Saved data entries:
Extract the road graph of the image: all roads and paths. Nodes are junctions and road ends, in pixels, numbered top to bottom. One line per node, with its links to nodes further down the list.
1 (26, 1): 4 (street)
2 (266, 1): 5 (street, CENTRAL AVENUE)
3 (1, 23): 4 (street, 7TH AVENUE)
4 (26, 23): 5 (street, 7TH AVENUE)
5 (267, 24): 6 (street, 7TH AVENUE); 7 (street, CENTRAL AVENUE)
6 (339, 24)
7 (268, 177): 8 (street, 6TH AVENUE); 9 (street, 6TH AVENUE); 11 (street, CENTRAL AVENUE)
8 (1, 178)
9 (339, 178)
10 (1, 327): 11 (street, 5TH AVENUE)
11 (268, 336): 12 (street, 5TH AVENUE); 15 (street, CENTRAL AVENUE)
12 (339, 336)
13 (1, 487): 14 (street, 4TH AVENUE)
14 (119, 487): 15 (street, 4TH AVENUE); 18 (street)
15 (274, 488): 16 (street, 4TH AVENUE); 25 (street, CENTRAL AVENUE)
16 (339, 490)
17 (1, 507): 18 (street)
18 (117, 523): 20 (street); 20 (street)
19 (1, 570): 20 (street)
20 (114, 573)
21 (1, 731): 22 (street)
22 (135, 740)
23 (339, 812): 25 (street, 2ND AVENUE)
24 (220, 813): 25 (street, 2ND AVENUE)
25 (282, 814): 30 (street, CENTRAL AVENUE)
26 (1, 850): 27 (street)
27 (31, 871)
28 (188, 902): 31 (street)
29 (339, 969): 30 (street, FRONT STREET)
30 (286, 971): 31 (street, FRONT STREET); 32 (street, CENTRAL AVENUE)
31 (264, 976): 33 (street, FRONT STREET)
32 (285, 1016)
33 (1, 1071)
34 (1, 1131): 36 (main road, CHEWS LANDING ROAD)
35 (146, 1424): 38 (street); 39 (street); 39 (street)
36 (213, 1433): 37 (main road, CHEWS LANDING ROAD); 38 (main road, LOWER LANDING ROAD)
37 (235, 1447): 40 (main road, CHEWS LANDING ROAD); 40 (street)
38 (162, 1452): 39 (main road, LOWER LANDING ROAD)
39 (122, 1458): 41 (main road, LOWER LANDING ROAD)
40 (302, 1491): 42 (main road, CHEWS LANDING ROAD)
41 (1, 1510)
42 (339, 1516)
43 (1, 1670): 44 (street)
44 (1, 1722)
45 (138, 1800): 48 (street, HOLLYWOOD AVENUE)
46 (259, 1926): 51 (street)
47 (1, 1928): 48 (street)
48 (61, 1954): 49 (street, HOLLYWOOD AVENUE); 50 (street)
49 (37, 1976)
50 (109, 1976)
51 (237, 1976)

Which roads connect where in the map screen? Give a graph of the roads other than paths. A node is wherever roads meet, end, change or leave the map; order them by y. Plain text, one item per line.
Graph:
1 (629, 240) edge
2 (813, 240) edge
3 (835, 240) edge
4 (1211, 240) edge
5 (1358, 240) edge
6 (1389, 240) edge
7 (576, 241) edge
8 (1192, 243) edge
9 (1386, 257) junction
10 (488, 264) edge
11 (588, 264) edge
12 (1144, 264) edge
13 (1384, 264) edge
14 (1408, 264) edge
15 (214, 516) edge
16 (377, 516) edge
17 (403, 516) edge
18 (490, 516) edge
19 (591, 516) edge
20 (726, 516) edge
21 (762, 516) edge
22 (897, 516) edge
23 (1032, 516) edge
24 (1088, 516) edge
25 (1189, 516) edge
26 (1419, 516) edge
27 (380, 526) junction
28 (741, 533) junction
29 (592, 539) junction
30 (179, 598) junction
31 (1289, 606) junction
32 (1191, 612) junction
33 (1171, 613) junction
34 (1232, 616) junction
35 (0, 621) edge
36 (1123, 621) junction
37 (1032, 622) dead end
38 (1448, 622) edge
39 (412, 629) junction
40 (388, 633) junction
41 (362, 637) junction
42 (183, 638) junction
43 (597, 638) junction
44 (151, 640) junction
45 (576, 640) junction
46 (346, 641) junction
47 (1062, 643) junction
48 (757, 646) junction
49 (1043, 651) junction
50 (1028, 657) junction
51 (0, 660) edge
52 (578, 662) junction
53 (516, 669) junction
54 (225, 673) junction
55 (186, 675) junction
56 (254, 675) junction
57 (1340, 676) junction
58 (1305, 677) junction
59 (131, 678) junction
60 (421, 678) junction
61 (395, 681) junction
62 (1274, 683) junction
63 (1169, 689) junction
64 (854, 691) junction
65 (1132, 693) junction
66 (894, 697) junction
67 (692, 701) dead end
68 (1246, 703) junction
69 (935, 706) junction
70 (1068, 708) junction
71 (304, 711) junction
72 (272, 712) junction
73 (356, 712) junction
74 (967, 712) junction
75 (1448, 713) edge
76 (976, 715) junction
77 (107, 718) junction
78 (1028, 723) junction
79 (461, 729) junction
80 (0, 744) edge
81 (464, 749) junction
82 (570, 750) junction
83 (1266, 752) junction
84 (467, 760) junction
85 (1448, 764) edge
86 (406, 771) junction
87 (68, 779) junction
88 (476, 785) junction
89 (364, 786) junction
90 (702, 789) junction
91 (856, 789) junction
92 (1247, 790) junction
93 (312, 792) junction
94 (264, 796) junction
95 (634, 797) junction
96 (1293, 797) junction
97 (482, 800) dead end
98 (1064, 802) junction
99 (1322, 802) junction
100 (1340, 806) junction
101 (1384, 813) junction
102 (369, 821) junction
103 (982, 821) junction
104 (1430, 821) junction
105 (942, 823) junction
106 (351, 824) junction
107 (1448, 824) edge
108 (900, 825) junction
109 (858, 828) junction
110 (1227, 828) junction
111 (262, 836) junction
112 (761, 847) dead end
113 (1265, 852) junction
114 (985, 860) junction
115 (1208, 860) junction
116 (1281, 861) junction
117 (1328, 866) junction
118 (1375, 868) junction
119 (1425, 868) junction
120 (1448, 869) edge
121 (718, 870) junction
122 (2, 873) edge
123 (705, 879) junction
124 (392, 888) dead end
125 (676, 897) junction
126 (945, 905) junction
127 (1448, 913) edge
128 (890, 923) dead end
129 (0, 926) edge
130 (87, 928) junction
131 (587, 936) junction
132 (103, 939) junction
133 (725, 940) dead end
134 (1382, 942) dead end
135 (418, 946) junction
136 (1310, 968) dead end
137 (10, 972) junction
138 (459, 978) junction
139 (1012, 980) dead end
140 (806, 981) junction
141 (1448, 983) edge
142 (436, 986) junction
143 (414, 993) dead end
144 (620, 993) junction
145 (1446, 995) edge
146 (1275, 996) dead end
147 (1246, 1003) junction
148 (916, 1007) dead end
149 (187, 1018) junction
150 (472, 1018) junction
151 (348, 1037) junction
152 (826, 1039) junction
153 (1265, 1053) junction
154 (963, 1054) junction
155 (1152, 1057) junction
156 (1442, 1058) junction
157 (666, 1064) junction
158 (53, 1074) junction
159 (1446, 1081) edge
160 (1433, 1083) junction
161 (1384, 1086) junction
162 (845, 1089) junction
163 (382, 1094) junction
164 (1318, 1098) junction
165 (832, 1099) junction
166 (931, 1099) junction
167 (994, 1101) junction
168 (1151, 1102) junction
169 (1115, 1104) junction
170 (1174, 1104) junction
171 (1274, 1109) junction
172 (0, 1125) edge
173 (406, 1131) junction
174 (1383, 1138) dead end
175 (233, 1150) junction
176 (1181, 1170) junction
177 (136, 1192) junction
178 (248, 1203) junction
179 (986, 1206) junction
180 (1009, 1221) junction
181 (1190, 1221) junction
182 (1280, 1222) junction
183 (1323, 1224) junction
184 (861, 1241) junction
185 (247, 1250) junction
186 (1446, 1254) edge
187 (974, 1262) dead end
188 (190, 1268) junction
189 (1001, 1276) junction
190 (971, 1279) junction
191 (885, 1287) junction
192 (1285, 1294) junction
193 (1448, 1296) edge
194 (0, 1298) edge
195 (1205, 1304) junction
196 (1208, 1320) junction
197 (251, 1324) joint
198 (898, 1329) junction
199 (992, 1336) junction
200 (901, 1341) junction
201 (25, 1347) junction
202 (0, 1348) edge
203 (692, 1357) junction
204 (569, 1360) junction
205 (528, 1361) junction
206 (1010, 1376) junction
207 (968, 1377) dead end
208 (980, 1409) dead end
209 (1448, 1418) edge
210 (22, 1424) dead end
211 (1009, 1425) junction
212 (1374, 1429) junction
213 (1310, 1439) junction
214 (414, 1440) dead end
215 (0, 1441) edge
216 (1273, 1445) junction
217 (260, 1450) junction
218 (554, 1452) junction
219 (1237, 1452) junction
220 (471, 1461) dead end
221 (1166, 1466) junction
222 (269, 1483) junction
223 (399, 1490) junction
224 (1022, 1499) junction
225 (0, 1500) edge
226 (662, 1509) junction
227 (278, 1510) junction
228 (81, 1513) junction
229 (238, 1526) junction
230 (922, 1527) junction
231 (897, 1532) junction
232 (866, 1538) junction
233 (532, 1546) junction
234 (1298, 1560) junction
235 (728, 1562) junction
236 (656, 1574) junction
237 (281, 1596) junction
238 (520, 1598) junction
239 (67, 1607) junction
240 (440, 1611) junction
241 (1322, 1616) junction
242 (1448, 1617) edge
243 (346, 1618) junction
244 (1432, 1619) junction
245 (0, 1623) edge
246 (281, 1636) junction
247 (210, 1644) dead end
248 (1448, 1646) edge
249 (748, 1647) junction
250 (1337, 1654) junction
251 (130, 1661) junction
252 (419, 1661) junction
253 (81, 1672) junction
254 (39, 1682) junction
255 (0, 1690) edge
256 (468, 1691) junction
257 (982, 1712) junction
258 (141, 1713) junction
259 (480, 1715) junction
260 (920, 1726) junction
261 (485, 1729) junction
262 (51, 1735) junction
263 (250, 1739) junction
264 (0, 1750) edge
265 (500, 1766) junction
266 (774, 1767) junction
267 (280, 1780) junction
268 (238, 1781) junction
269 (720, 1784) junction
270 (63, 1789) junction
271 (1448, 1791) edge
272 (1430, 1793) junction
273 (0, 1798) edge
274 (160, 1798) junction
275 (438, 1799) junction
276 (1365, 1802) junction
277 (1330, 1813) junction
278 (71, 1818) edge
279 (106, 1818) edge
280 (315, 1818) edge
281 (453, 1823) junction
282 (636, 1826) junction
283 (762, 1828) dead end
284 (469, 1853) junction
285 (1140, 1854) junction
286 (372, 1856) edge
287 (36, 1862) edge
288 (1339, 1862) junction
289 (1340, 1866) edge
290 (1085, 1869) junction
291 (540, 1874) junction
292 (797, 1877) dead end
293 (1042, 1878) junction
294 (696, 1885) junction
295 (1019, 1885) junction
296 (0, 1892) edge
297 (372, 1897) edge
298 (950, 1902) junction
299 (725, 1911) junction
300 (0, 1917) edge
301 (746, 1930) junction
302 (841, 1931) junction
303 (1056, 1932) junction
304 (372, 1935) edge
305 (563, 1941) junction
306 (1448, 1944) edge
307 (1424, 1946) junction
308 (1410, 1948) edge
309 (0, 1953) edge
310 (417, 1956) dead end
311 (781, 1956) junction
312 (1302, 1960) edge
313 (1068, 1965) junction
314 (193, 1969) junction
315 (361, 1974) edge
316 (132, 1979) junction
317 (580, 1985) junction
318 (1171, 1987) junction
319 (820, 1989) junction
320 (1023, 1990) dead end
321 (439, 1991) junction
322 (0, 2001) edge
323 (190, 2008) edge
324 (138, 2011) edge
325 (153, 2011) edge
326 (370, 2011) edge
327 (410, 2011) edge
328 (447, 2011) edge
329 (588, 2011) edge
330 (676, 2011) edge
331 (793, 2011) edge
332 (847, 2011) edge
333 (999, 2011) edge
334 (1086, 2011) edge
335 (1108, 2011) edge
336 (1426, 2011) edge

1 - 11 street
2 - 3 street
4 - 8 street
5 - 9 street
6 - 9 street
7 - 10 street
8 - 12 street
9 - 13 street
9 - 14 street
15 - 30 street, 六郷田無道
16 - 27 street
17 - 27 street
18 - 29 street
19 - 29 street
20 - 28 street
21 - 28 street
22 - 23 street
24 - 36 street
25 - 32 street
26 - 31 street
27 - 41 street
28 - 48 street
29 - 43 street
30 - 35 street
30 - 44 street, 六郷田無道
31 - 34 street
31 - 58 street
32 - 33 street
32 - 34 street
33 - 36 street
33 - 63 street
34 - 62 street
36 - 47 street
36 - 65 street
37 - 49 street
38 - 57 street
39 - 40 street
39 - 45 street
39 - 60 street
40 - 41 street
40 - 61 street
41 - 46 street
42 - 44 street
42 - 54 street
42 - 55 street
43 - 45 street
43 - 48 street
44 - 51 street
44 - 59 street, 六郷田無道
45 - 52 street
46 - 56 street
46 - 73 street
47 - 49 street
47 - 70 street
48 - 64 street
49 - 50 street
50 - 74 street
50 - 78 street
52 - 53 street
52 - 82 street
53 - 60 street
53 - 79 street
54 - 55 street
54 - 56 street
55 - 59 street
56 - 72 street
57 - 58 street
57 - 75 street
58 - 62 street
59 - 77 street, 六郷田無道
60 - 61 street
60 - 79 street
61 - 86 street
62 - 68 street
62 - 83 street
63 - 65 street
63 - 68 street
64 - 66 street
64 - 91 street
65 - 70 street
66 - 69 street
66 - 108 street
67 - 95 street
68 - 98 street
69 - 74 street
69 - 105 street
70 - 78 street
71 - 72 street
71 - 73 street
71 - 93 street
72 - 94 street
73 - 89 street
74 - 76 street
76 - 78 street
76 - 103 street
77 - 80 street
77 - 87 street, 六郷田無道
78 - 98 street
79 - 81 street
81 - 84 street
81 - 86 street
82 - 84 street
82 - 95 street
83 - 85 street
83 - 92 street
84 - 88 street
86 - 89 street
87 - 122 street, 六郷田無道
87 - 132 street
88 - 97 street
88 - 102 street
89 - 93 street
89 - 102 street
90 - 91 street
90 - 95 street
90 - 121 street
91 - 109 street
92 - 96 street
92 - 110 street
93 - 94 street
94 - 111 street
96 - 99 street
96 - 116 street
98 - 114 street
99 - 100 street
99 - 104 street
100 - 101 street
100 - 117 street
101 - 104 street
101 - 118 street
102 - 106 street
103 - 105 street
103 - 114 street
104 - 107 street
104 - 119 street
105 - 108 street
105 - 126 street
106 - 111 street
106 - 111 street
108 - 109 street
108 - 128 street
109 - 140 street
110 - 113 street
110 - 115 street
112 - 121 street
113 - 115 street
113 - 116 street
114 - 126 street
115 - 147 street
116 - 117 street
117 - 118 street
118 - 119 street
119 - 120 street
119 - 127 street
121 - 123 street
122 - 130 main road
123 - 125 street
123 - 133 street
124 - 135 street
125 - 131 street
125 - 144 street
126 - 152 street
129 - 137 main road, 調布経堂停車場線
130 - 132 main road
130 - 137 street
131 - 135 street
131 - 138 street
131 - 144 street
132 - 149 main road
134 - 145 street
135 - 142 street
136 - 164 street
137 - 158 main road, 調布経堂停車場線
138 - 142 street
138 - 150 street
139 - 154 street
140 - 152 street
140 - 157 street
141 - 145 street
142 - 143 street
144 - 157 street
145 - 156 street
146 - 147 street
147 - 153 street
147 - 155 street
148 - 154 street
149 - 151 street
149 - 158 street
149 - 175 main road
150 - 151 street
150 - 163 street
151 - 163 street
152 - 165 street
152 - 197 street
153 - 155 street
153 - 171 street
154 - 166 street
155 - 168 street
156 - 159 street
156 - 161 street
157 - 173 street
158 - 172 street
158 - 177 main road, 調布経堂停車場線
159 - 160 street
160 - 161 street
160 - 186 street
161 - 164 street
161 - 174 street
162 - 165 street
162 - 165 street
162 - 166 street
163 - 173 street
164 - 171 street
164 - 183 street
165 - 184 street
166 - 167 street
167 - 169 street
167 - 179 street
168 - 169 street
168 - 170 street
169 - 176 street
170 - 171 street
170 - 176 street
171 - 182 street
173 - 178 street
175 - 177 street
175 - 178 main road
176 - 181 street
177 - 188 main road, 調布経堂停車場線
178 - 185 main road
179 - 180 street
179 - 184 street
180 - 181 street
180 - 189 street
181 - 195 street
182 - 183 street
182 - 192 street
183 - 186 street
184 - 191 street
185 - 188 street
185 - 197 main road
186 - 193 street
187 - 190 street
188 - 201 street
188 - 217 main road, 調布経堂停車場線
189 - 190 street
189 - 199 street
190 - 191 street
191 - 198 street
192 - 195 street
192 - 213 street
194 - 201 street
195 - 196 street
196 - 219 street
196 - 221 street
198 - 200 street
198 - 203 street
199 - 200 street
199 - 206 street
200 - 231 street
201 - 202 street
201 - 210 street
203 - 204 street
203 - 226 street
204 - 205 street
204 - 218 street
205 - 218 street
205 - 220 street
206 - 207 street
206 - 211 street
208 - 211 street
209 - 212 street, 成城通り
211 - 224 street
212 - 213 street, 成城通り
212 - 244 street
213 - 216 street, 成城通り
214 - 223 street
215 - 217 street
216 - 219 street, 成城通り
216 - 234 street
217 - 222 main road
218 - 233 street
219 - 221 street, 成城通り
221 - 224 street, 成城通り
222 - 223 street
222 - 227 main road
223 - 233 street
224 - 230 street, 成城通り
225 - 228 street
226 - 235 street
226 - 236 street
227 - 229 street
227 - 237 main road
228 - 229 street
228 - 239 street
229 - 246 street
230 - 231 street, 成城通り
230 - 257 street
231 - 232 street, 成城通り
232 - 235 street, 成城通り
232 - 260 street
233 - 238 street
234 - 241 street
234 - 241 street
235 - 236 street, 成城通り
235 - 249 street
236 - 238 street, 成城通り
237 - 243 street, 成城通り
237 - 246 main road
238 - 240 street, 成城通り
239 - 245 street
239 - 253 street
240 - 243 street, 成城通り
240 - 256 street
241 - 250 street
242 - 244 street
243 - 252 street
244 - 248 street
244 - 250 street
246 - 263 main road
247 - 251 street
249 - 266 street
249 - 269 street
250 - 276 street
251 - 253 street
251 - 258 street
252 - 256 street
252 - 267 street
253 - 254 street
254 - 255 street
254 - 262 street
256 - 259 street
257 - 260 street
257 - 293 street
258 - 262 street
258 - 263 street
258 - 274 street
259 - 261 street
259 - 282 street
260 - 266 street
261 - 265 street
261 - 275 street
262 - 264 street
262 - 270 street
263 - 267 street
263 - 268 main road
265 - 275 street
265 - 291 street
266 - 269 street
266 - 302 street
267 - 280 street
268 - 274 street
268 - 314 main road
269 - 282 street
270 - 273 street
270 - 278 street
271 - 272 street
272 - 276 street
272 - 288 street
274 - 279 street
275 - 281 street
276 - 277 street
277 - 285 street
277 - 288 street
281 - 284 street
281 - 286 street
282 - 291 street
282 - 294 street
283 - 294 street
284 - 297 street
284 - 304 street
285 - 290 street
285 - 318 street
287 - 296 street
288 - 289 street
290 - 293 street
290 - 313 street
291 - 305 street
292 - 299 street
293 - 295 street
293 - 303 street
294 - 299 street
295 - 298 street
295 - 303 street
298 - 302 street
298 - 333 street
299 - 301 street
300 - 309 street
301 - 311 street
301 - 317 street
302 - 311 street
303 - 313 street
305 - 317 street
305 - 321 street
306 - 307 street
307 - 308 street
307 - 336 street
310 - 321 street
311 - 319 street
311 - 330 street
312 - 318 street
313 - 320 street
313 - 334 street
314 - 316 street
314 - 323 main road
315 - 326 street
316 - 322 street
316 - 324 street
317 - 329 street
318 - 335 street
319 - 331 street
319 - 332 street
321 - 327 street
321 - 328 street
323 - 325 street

— Task details —
Which lines above include the word "調布経堂停車場線"? Return each one.

— Task response —
129 - 137 main road, 調布経堂停車場線
137 - 158 main road, 調布経堂停車場線
158 - 177 main road, 調布経堂停車場線
177 - 188 main road, 調布経堂停車場線
188 - 217 main road, 調布経堂停車場線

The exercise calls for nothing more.